▶ _WHAT YOU NEED TO DO_: Your task is to restate word for word the line containing "index pip: (1152, 662)" and each line that follows it in the listing, and only those.

▶ _SUPPLIED ENTRIES_:
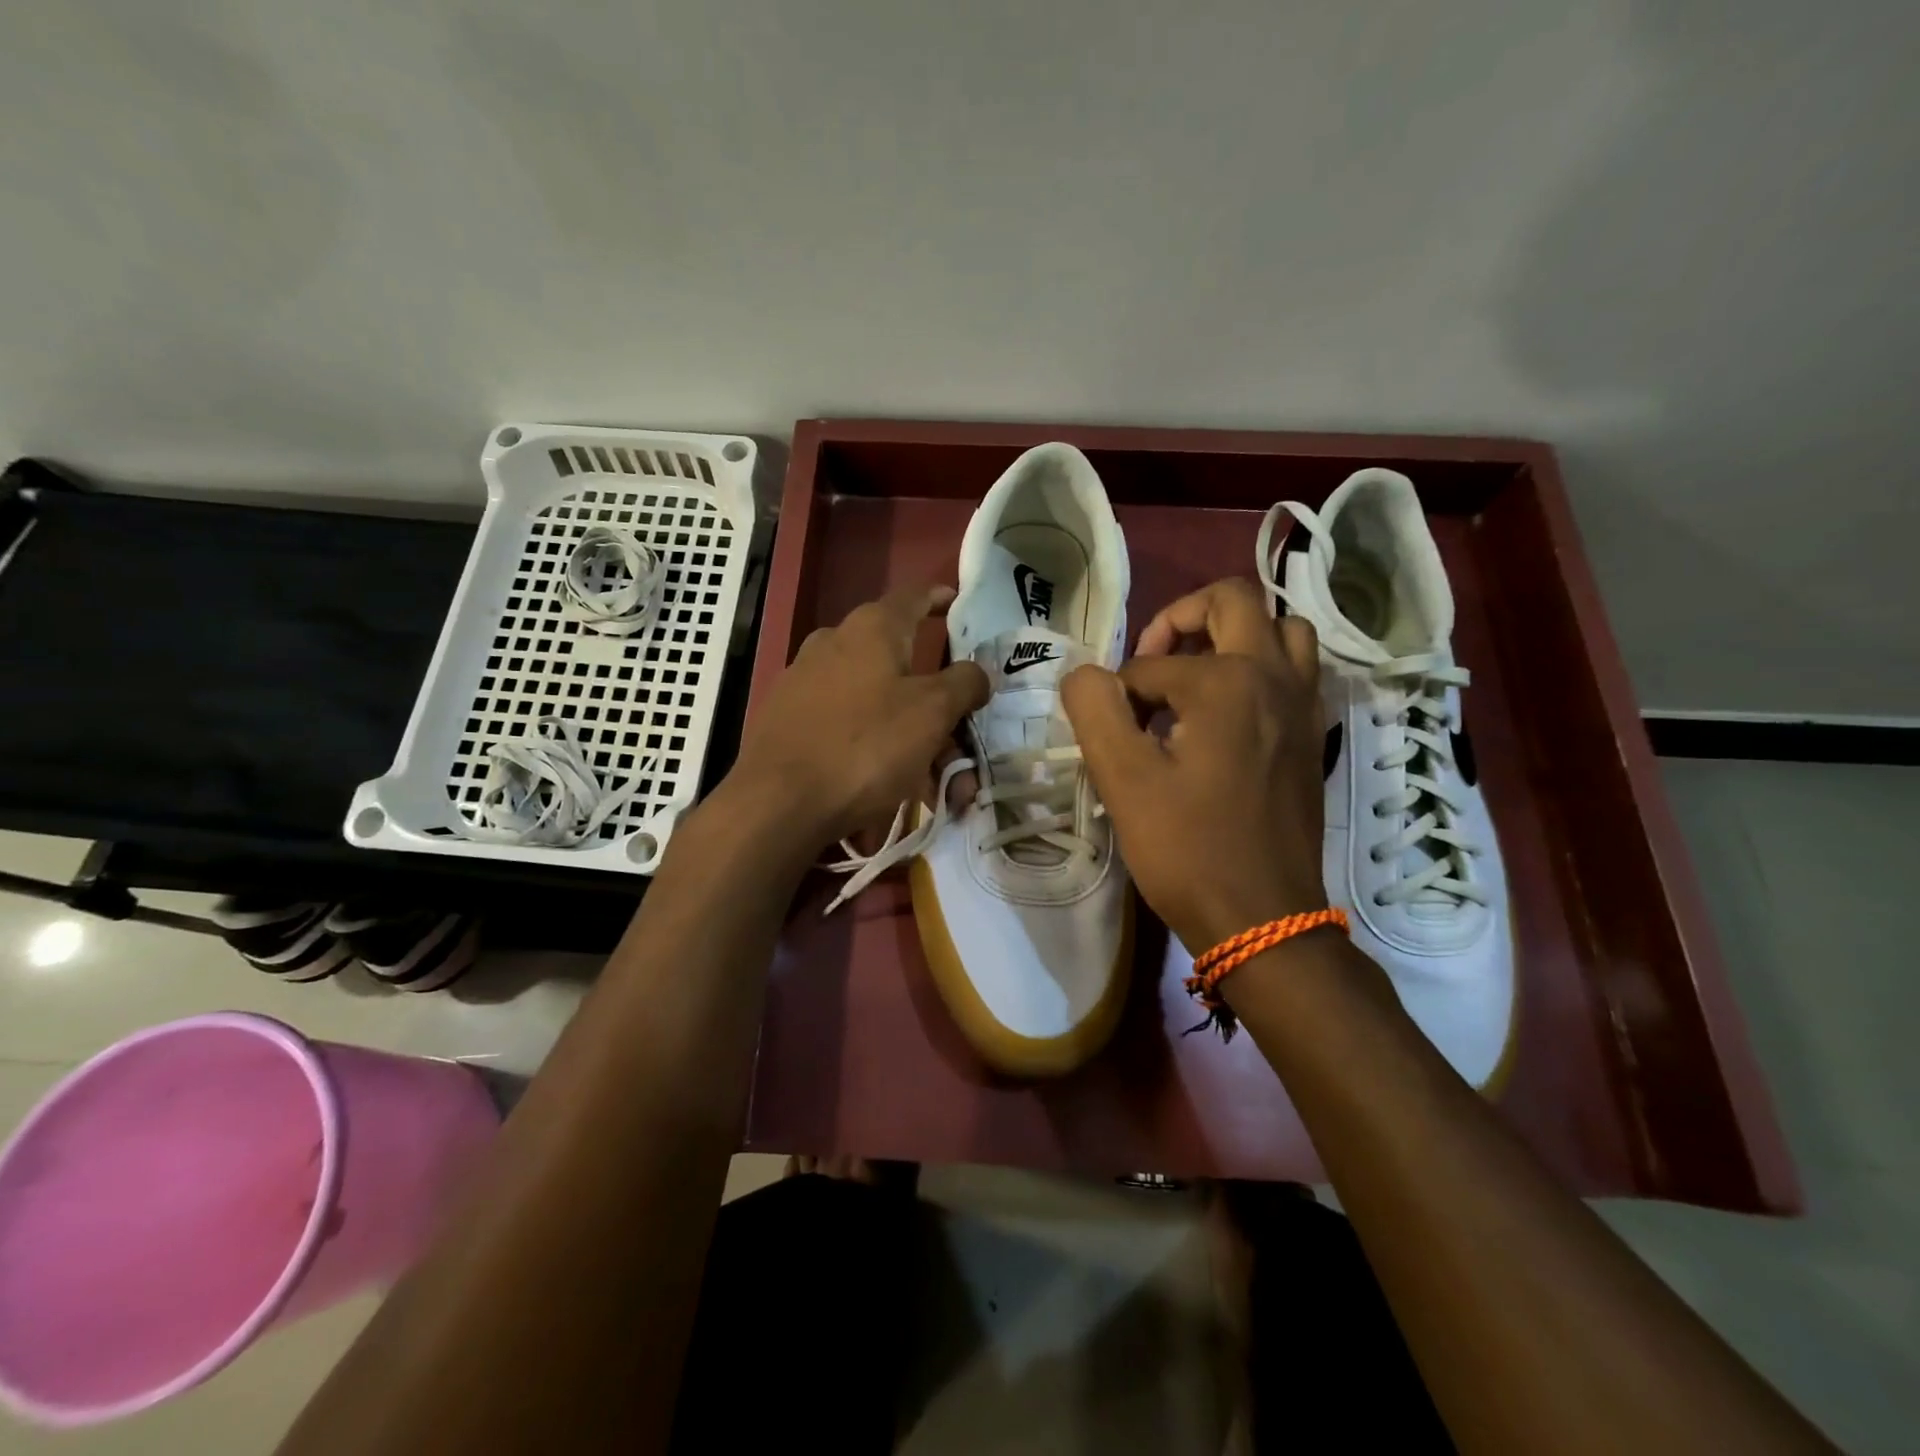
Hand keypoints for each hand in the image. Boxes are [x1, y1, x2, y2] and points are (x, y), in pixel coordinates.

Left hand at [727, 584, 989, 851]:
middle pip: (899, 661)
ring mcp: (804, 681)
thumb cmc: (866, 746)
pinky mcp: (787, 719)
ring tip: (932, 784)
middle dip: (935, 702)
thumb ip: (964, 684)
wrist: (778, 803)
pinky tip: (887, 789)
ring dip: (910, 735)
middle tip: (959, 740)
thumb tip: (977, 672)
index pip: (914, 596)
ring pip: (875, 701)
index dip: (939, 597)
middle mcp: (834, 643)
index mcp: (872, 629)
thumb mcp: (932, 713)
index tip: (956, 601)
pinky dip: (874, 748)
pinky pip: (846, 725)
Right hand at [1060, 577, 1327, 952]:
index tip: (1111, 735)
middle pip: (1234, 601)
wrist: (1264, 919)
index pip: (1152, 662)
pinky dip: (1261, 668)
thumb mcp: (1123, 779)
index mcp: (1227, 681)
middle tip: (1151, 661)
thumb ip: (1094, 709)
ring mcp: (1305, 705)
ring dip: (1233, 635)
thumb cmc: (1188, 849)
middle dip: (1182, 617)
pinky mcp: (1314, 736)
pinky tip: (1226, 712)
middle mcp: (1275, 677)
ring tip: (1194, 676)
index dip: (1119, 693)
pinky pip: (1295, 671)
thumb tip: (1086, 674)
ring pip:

▶ _EXERCISE ANSWER_:
index pip: (1152, 662)
pinky dip: (1261, 668)
thumb mcp: (1123, 779)
index mcp: (1227, 681)
middle tip: (1151, 661)
thumb ip: (1094, 709)
ring mcp: (1305, 705)
ring dip: (1233, 635)
thumb cmc: (1188, 849)
middle dip: (1182, 617)
pinky mcp: (1314, 736)
pinky tip: (1226, 712)
middle mcp: (1275, 677)
ring tip: (1194, 676)
index dip: (1119, 693)
pinky pip: (1295, 671)
thumb tip: (1086, 674)
ring pip:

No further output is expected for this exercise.